_Work item:_ Please count how many lines below contain the word "path" and give nothing but that figure.
═════ Given records ═════
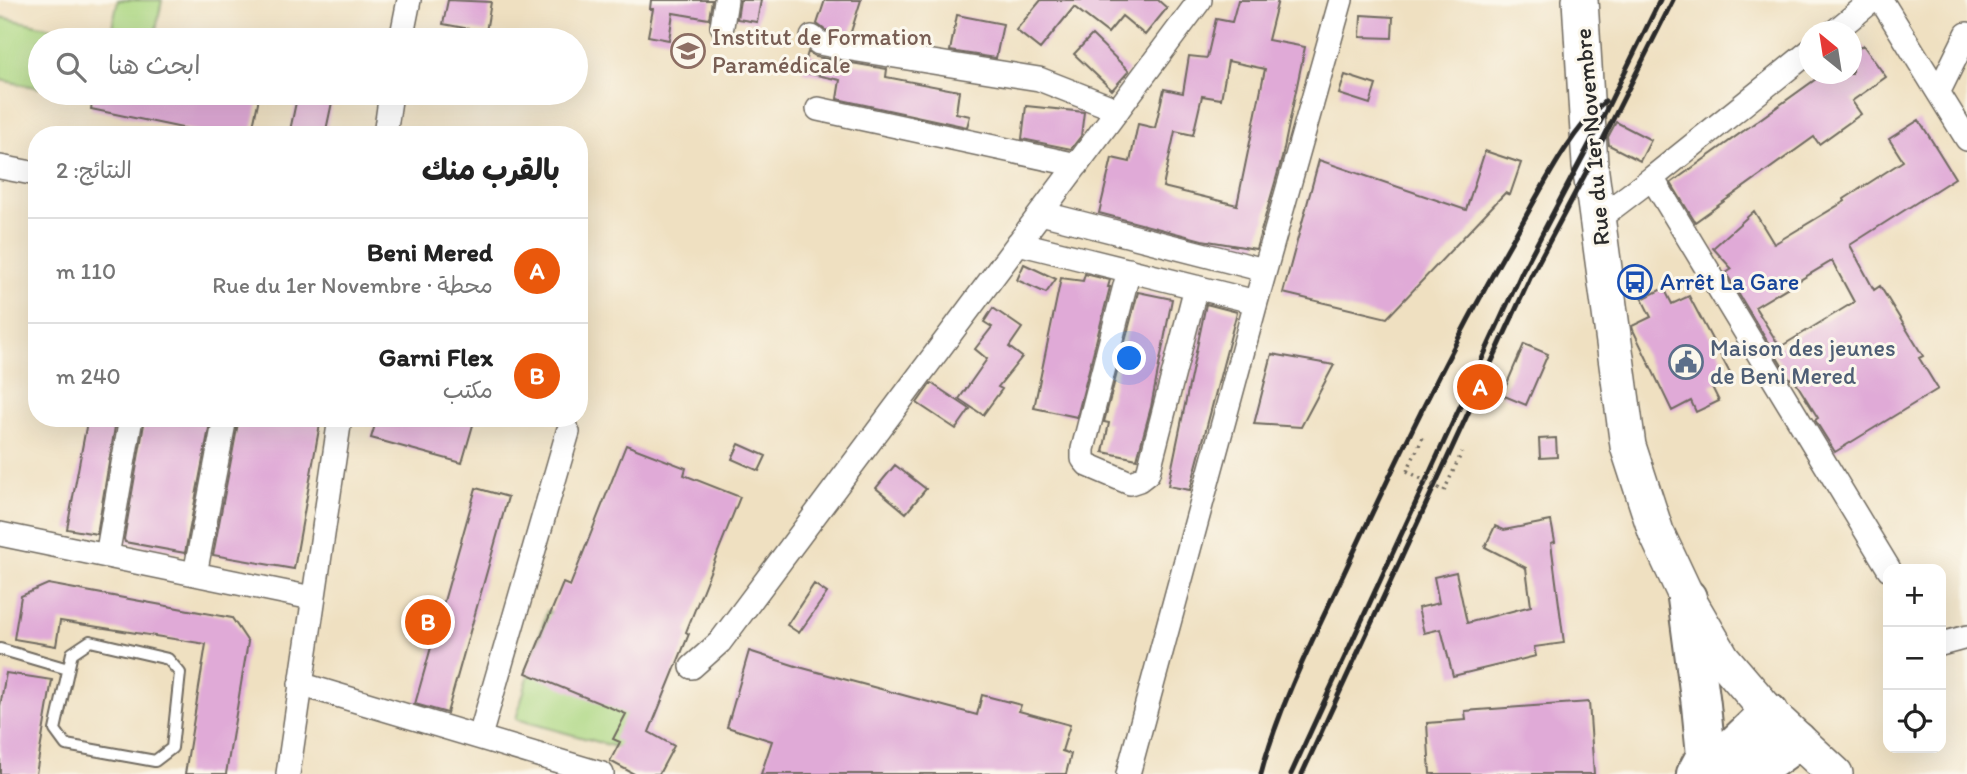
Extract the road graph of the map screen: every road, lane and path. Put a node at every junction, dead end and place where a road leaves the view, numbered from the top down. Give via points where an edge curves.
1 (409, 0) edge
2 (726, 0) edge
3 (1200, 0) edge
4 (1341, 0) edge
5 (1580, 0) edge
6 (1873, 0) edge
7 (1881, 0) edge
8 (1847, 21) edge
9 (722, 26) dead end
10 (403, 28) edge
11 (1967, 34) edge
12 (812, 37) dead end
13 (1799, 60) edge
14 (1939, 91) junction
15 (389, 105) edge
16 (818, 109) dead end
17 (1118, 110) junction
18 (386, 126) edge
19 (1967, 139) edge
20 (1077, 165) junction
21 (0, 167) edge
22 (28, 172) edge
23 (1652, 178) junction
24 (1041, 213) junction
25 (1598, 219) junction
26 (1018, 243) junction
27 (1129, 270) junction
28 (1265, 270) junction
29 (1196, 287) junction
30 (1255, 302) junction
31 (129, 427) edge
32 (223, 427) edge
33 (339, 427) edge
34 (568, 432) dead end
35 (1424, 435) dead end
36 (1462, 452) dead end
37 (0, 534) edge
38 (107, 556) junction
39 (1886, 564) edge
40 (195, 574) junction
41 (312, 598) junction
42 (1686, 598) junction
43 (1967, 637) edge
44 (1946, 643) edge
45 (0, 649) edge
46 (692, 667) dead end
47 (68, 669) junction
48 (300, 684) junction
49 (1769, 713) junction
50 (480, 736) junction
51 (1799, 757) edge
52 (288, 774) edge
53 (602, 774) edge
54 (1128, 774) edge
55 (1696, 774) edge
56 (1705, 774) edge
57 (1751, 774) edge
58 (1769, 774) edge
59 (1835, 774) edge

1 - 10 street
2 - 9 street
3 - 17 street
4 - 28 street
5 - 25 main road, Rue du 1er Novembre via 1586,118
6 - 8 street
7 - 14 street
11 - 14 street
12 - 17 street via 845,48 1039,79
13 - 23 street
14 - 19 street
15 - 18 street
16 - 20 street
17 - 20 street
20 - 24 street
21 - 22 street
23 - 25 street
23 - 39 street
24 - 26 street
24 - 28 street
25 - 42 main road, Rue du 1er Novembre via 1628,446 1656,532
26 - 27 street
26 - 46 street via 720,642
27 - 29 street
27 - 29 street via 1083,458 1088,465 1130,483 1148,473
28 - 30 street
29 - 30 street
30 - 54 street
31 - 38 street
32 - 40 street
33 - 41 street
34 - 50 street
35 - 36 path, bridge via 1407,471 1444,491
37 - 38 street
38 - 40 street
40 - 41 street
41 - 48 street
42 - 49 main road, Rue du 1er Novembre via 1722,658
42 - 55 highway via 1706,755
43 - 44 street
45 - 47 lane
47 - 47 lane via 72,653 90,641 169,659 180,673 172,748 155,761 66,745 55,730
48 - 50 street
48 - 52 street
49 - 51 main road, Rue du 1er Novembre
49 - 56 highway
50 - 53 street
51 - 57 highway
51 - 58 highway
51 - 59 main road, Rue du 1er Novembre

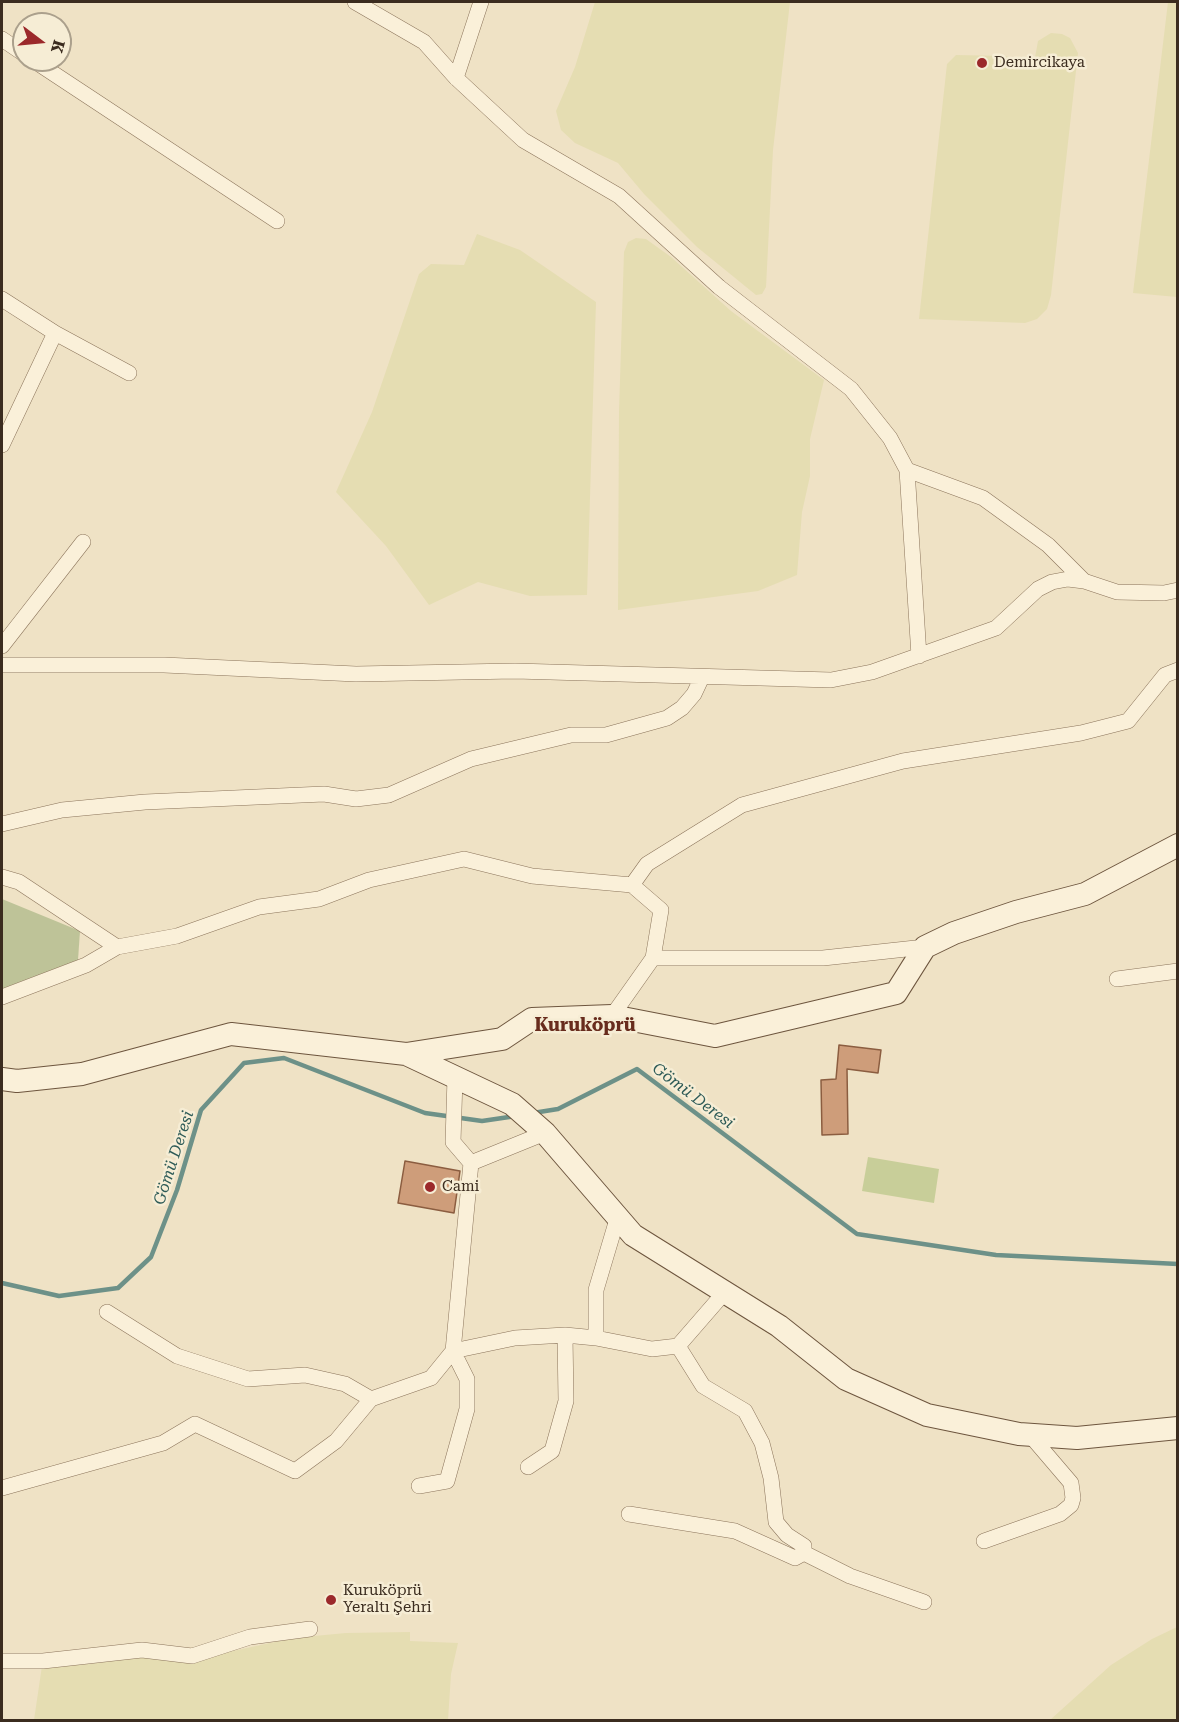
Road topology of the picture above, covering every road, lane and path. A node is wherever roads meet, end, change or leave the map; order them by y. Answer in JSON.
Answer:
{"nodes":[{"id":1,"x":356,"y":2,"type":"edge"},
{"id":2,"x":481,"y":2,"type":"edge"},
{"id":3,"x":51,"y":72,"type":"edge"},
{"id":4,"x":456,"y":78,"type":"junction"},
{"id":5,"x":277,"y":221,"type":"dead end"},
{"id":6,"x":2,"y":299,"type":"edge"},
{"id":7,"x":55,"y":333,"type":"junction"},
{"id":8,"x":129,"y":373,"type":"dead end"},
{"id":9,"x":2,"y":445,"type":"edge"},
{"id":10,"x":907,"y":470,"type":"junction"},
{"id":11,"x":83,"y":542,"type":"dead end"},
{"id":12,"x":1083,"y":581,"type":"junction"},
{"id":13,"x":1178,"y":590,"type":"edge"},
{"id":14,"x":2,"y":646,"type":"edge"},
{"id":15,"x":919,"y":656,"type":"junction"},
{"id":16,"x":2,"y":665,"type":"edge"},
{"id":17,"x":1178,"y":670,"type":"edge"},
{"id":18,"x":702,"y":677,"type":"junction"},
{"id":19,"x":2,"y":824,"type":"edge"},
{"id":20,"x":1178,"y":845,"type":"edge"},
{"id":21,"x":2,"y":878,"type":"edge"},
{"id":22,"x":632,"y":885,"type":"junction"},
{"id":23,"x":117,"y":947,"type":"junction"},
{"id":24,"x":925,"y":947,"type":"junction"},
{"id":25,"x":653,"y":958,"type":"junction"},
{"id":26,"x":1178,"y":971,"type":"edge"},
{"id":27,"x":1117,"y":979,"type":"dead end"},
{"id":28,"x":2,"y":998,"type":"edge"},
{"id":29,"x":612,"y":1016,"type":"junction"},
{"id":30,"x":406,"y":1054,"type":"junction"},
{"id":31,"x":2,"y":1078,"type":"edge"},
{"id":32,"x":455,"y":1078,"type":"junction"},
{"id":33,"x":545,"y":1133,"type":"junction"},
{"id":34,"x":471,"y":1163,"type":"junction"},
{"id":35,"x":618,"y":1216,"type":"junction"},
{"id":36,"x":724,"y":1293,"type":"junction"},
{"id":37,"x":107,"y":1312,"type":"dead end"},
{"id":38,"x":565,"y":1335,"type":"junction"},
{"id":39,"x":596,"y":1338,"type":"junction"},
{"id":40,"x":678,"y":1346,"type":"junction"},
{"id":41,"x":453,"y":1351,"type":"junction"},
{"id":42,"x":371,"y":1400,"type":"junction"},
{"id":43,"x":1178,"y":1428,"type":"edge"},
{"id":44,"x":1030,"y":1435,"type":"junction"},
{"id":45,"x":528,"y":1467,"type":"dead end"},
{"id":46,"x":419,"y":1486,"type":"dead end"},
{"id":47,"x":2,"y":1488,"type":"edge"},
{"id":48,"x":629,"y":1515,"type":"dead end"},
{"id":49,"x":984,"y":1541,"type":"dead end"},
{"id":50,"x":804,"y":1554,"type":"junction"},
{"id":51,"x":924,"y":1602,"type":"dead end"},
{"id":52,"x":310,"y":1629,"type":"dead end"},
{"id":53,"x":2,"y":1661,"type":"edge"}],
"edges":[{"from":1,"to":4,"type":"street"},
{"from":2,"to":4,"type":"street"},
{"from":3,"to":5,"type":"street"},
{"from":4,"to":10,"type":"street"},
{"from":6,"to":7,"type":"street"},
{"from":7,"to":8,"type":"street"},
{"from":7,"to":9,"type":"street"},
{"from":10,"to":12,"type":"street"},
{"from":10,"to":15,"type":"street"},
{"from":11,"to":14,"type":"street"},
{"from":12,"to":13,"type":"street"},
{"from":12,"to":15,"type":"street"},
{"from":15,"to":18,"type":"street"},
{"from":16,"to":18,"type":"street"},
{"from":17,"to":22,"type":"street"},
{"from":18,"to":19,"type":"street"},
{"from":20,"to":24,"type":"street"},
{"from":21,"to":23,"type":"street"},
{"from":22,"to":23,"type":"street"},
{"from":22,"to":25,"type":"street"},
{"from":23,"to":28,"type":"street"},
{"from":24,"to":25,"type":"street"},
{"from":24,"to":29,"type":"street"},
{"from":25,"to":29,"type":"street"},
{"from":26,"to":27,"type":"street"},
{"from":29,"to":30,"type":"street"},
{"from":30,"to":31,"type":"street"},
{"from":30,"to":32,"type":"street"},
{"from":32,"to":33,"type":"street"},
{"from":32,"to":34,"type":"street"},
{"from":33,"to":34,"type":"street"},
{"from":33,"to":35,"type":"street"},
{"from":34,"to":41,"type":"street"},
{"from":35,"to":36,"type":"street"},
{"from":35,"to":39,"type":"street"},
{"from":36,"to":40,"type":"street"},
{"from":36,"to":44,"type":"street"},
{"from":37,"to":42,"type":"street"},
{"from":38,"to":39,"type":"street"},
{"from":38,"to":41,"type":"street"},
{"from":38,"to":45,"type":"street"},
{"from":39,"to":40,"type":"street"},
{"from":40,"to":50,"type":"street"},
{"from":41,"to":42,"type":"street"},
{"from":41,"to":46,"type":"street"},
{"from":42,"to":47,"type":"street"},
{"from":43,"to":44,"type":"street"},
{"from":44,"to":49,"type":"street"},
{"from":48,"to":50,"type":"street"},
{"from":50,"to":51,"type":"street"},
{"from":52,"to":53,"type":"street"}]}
═════
_Result of this exercise:_ 3